▸ PROBLEM
The response must contain every line from the records below that has "edges".

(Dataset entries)
____________________

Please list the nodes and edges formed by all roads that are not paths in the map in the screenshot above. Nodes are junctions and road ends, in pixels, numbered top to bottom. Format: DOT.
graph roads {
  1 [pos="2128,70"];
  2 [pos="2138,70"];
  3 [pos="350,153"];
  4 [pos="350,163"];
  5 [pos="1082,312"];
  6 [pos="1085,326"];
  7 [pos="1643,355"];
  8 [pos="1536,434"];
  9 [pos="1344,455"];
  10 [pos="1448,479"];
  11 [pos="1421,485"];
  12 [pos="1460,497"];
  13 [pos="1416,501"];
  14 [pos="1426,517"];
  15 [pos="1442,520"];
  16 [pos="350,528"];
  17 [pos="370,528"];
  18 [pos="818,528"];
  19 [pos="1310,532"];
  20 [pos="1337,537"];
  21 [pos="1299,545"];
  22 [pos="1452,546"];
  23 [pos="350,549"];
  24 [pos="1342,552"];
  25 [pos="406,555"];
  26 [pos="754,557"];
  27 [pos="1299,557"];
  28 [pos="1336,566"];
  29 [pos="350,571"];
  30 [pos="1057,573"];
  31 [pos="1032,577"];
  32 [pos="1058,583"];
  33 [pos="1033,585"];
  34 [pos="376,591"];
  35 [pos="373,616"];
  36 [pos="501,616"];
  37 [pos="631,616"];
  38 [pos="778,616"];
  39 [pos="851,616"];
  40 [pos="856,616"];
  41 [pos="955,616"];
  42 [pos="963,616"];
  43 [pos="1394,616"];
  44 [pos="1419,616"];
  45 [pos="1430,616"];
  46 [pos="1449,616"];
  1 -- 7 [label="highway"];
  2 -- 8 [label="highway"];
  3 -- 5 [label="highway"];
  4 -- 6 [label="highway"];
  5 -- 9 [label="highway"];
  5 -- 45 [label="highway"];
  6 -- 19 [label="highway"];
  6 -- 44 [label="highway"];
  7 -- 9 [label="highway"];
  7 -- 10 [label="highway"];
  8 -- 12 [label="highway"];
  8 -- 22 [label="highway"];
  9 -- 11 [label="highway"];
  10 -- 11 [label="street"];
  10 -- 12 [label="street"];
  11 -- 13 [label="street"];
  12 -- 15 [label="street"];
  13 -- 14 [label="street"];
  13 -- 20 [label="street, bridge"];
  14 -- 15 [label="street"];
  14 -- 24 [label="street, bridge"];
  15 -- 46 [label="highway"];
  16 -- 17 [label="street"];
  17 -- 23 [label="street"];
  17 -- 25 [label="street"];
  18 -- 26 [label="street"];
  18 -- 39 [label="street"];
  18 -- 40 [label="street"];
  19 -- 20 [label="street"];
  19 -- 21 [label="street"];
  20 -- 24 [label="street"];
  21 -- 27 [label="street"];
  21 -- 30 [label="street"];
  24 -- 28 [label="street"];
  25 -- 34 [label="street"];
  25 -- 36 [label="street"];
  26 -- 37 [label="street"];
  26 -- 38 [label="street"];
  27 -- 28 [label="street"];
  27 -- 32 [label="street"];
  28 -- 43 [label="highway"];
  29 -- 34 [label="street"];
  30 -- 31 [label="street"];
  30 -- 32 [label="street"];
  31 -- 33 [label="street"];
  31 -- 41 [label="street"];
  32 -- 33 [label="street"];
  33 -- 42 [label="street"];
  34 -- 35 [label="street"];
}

____________________

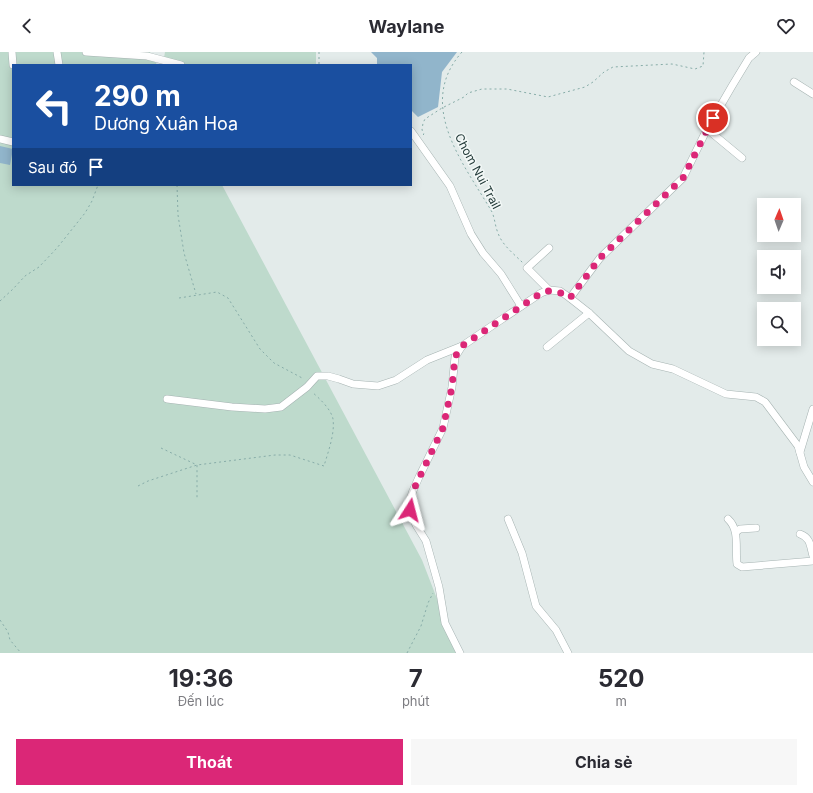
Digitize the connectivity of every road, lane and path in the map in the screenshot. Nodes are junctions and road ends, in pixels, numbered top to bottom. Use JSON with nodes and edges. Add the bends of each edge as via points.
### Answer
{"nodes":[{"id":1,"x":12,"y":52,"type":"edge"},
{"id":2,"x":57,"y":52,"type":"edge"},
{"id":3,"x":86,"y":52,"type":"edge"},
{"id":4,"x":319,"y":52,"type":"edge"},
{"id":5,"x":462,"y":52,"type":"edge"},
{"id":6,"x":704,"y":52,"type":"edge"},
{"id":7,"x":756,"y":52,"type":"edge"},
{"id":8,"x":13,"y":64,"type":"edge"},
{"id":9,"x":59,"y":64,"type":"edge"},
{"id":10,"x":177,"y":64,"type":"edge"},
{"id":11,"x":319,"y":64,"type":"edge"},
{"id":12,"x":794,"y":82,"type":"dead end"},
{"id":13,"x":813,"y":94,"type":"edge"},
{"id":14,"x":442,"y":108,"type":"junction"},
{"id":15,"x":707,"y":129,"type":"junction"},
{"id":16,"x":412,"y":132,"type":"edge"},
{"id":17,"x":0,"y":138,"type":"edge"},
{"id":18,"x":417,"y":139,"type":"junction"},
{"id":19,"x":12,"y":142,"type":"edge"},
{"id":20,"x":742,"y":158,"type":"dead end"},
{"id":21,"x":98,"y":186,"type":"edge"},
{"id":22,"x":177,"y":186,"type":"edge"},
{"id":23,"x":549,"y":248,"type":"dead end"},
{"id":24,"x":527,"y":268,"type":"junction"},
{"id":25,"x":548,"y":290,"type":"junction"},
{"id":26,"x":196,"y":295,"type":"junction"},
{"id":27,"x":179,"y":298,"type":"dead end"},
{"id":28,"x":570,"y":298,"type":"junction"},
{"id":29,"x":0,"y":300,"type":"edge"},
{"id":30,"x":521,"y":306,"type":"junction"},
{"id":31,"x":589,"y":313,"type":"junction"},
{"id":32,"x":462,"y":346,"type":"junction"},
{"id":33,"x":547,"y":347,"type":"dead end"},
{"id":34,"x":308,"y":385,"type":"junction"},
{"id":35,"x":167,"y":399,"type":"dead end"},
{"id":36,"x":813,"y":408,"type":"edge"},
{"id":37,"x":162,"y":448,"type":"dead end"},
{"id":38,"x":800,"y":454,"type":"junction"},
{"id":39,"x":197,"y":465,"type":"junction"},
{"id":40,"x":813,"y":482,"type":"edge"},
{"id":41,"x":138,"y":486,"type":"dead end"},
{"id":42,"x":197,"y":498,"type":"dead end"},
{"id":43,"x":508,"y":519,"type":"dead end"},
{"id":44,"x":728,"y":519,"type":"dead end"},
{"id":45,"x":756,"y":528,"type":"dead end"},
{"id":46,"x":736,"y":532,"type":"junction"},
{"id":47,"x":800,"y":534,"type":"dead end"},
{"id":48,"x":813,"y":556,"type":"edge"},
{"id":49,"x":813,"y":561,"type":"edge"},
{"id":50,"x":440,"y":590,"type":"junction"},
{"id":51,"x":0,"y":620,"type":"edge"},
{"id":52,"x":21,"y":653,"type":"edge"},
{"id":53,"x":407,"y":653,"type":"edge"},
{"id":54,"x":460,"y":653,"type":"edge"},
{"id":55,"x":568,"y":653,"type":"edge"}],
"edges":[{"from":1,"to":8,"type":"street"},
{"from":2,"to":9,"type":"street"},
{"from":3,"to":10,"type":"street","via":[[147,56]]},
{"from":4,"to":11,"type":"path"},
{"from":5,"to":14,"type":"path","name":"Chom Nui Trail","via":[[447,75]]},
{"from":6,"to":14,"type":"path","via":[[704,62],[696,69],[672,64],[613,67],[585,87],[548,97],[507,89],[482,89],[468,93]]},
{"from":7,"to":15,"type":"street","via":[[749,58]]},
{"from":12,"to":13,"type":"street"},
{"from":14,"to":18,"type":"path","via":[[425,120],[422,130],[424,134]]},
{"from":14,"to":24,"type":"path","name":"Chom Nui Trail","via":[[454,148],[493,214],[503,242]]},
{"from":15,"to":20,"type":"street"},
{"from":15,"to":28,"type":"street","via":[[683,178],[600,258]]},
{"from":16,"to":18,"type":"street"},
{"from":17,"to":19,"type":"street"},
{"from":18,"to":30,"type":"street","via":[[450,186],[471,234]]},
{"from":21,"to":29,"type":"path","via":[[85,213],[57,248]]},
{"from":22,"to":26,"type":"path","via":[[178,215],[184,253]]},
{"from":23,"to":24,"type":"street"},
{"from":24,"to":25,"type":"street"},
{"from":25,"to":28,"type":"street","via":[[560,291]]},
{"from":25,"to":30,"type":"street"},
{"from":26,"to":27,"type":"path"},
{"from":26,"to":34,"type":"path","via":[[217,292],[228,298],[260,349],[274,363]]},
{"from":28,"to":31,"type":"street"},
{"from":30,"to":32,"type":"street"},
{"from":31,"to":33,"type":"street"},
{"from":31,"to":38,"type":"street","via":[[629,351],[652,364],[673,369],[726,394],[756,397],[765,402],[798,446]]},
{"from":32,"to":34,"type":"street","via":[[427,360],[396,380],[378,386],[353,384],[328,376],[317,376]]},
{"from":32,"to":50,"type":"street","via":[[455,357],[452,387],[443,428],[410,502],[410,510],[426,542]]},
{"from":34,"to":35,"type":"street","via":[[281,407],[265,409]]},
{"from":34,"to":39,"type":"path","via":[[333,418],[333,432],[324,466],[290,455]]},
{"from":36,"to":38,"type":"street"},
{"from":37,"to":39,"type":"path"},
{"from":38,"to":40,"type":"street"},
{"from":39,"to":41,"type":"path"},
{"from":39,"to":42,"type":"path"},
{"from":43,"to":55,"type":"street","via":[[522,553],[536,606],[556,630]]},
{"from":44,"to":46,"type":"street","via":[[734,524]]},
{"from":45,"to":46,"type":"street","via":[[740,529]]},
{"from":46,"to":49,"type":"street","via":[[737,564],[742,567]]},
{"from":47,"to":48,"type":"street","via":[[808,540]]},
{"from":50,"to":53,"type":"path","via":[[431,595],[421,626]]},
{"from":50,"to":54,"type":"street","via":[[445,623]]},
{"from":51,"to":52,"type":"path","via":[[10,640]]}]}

____________________

▸ OUTPUT BELOW
Please list the nodes and edges formed by all roads that are not paths in the map in the screenshot above. Nodes are junctions and road ends, in pixels, numbered top to bottom. Format: DOT.
Digitize the connectivity of every road, lane and path in the map in the screenshot. Nodes are junctions and road ends, in pixels, numbered top to bottom. Use JSON with nodes and edges. Add the bends of each edge as via points.
"edges":[{"from":1,"to":8,"type":"street"},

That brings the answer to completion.